In Chennai, when you finally get to leave home, you will see an empty trash barrier on the Cooum near Napier Bridge; a spotless Perumbakkam lake; ducks waddling happily on emerald green wetlands at the Thirumazhisai Satellite Township. Clearly, our waterbodies are heaving a sigh of relief since their chief polluters — us — have been staying away from them.
J Ram Mohan, a civil engineer in Ambattur, stops to admire the clean ponds in his neighbourhood when he makes his grocery runs. “There are several where I live, these include the Pidari Ponniamman, Madhanakuppam, and Karuppan ponds,” says the 25-year-old who also volunteers to clean them. “Usually, they are filled with garbage; the Pidari Ponniamman pond, for instance, is inside the Ambattur Industrial Estate and industrial effluents mix with its waters — it is rarely clean.”

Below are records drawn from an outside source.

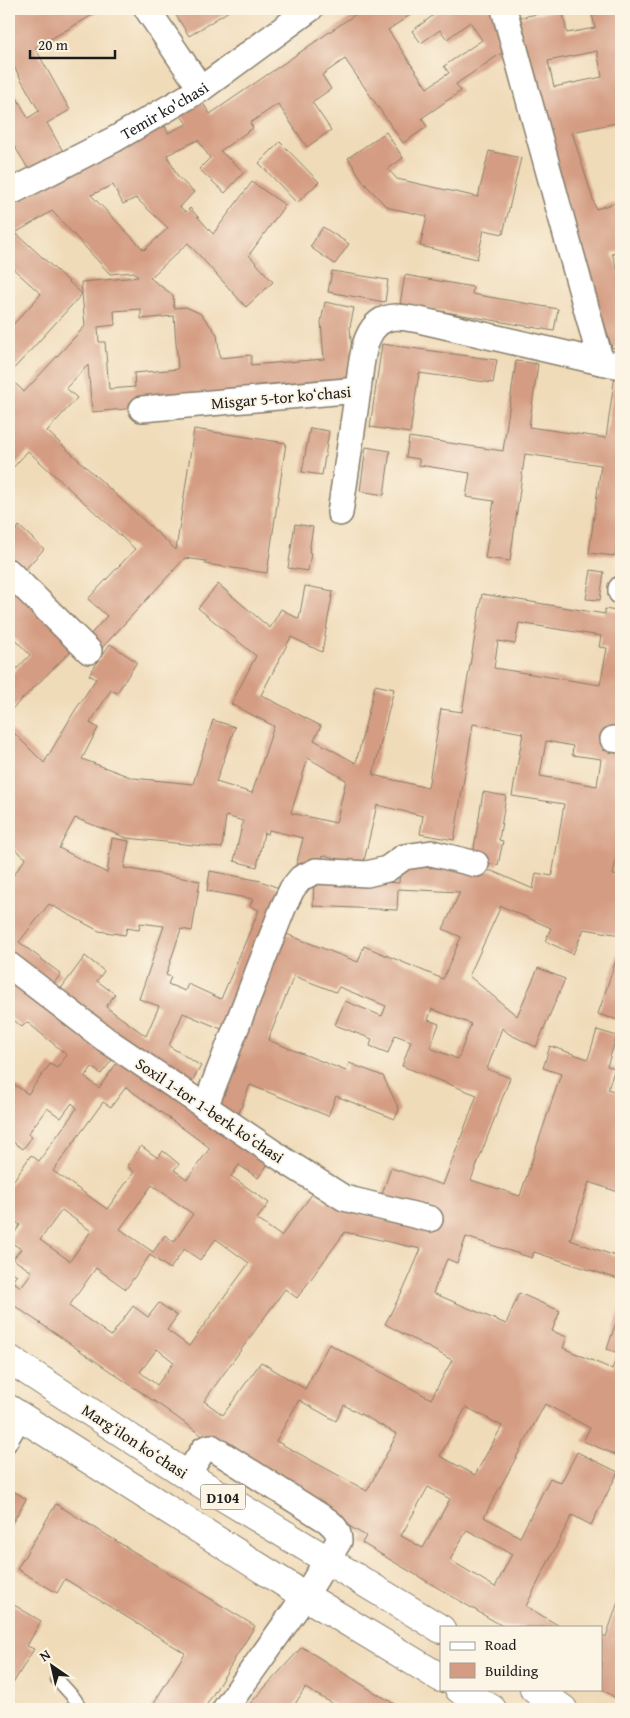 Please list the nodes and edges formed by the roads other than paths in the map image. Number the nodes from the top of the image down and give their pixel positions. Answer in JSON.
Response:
{"nodes":[{"id":1,"x":147,"y":9,"type":"edge"},
{"id":2,"x":310,"y":9,"type":"edge"},
{"id":3,"x":504,"y":9,"type":"edge"},
{"id":4,"x":201,"y":89,"type":"junction"},
{"id":5,"x":9,"y":193,"type":"edge"},
{"id":6,"x":611,"y":364,"type":"edge"},
{"id":7,"x":358,"y":390,"type":"junction"},
{"id":8,"x":142,"y":409,"type":"dead end"},
{"id":9,"x":340,"y":514,"type":"dead end"},
{"id":10,"x":9,"y":572,"type":"edge"},
{"id":11,"x":89,"y":651,"type":"dead end"},
{"id":12,"x":476,"y":864,"type":"dead end"},
{"id":13,"x":9,"y":965,"type":"edge"},
{"id":14,"x":205,"y":1107,"type":"junction"},
{"id":15,"x":430,"y":1219,"type":"dead end"},
{"id":16,"x":9,"y":1359,"type":"edge"},
{"id":17,"x":17,"y":1414,"type":"edge"},
{"id":18,"x":9,"y":1446,"type":"edge"},
{"id":19,"x":187,"y":1475,"type":"junction"},
{"id":20,"x":328,"y":1559,"type":"junction"},
{"id":21,"x":305,"y":1596,"type":"junction"},
{"id":22,"x":440,"y":1628,"type":"edge"},
{"id":23,"x":440,"y":1677,"type":"edge"},
{"id":24,"x":57,"y":1680,"type":"dead end"},
{"id":25,"x":461,"y":1690,"type":"edge"},
{"id":26,"x":535,"y":1690,"type":"edge"},
{"id":27,"x":81,"y":1709,"type":"edge"},
{"id":28,"x":225,"y":1709,"type":"edge"},
{"id":29,"x":492,"y":1709,"type":"edge"},
{"id":30,"x":563,"y":1709,"type":"edge"}],
"edges":[{"from":1,"to":4,"type":"street"},
{"from":2,"to":4,"type":"street","name":"Temir ko'chasi"},
{"from":3,"to":6,"type":"street"},
{"from":4,"to":5,"type":"street","name":"Temir ko'chasi"},
{"from":6,"to":7,"type":"street","name":"Misgar 5-tor koʻchasi"},
{"from":7,"to":8,"type":"street","name":"Misgar 5-tor koʻchasi"},
{"from":7,"to":9,"type":"street"},
{"from":10,"to":11,"type":"street"},
{"from":12,"to":14,"type":"street"},
{"from":13,"to":14,"type":"street","name":"Soxil 1-tor 1-berk koʻchasi"},
{"from":14,"to":15,"type":"street","name":"Soxil 1-tor 1-berk koʻchasi"},
{"from":16,"to":19,"type":"main road","name":"Margʻilon koʻchasi","number":"D104"},
{"from":17,"to":18,"type":"lane"},
{"from":17,"to":21,"type":"main road","number":"D104"},
{"from":19,"to":20,"type":"main road","name":"Margʻilon koʻchasi","number":"D104"},
{"from":19,"to":20,"type":"street"},
{"from":20,"to":21,"type":"street"},
{"from":20,"to":22,"type":"main road","name":"Margʻilon koʻchasi","number":"D104"},
{"from":21,"to":23,"type":"main road","number":"D104"},
{"from":21,"to":28,"type":"street"},
{"from":24,"to":27,"type":"lane"},
{"from":25,"to":29,"type":"main road"},
{"from":26,"to":30,"type":"main road"}]}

Ram says that he is thrilled to see the bird life the waterbodies attract. “Some of these ponds were used as dumping grounds. People walked to them with their garbage bins every day. What is sad is that I actually thought they were meant for garbage and did not even realise they were ponds for the longest time,” he adds. “Thanks to the lockdown, there is very little human activity around them. They have also filled up due to the rains last week, it’s refreshing to be surrounded by clear waters.”
The pandemic has clearly benefited our natural resources, bird, animal, and plant life. The endangered Ganges River Dolphin was seen frolicking in the now-pollution-free Ganges in Meerut; the quality of water in the Yamuna has improved. “Many waterways in the State are clean too,” says V Subramani of the Sabari Green Foundation, an NGO that has restored waterbodies across Tamil Nadu.
According to Arun Krishnamurthy, founder of Chennai-based Environmentalist Foundation of India, “Water quality of still waterbodies has not improved much in the city since domestic sewage continues to flow into the Cooum and Adyar rivers and their tributaries.” (There were also reports that Korattur and Ambattur lakes were recently contaminated with sewage.)
But he says that there are encouraging signs at the Mannivakkam and Karasangal lakes in Vandalur. “We saw a visible increase in bird population in them,” says the 33-year-old. “There are egrets, herons and kingfishers; but we were surprised to see painted storks too.” He also says that now, plastic waste in waterbodies has reduced drastically. “They are inching back to good condition and can improve further,” he adds.
Arun says that bunds are free of poultry waste, construction debris, and barber shop waste, which is usually dumped along the edges surreptitiously. Low air pollution levels have also improved water quality. “There is less of pollutant particle deposition on water,” he points out.
The smell of a river
His team is also seeing a “growth spurt” in the trees they planted in Pallikaranai and along OMR in October 2019. This, he says, can be attributed to the “reduction of the average temperature in urbanised heat pockets that are created due to trapping of hot air from sources such as vehicular traffic”. He adds, “They survived on drip-irrigation the past months, but the recent rains have also helped them.”
Dr S Venkatesh, a dentist who travels on the Adyar Bridge for work, is enjoying the smell of the river for the first time.
“I always keep my car windows open now,” he says, adding, “Perhaps this is because pollution levels outside are low.”
The best lesson that we can learn from the situation is that, “Nature can take care of herself,” Arun says. “We can now show our children what we have been showing them virtually all these years.”